* _WHAT IS BEING ASKED_
Print each of the entries exactly, leaving nothing out.

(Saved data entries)

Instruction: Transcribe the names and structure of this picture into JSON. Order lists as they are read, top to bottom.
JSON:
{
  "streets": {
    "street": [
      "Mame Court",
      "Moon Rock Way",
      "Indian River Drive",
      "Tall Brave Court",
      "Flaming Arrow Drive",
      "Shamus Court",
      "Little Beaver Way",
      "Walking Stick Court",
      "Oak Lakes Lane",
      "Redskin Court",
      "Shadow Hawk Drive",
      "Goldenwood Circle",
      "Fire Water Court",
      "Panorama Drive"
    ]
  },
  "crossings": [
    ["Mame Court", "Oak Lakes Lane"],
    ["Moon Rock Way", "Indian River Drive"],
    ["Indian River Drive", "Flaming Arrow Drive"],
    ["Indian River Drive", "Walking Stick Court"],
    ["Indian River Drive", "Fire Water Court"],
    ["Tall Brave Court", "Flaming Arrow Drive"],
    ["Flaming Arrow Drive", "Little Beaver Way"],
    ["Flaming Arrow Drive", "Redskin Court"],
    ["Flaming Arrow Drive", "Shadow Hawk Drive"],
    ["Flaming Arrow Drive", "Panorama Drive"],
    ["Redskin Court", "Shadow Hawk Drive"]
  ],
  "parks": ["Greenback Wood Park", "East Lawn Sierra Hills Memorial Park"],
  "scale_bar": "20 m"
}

* _COMPLETED TASK_
Instruction: Transcribe the names and structure of this picture into JSON. Order lists as they are read, top to bottom.
JSON:
{
  "streets": {
    "street": [
      "Mame Court",
      "Moon Rock Way",
      "Indian River Drive",
      "Tall Brave Court",
      "Flaming Arrow Drive",
      "Shamus Court",
      "Little Beaver Way",
      "Walking Stick Court",
      "Oak Lakes Lane",
      "Redskin Court",
      "Shadow Hawk Drive",
      "Goldenwood Circle",
      "Fire Water Court",
      "Panorama Drive"
    ]
  },
  "crossings": [
    ["Mame Court", "Oak Lakes Lane"],
    ["Moon Rock Way", "Indian River Drive"],
    ["Indian River Drive", "Flaming Arrow Drive"],
    ["Indian River Drive", "Walking Stick Court"],
    ["Indian River Drive", "Fire Water Court"],
    ["Tall Brave Court", "Flaming Arrow Drive"],
    ["Flaming Arrow Drive", "Little Beaver Way"],
    ["Flaming Arrow Drive", "Redskin Court"],
    ["Flaming Arrow Drive", "Shadow Hawk Drive"],
    ["Flaming Arrow Drive", "Panorama Drive"],
    ["Redskin Court", "Shadow Hawk Drive"]
  ],
  "parks": ["Greenback Wood Park", "East Lawn Sierra Hills Memorial Park"],
  "scale_bar": "20 m"
}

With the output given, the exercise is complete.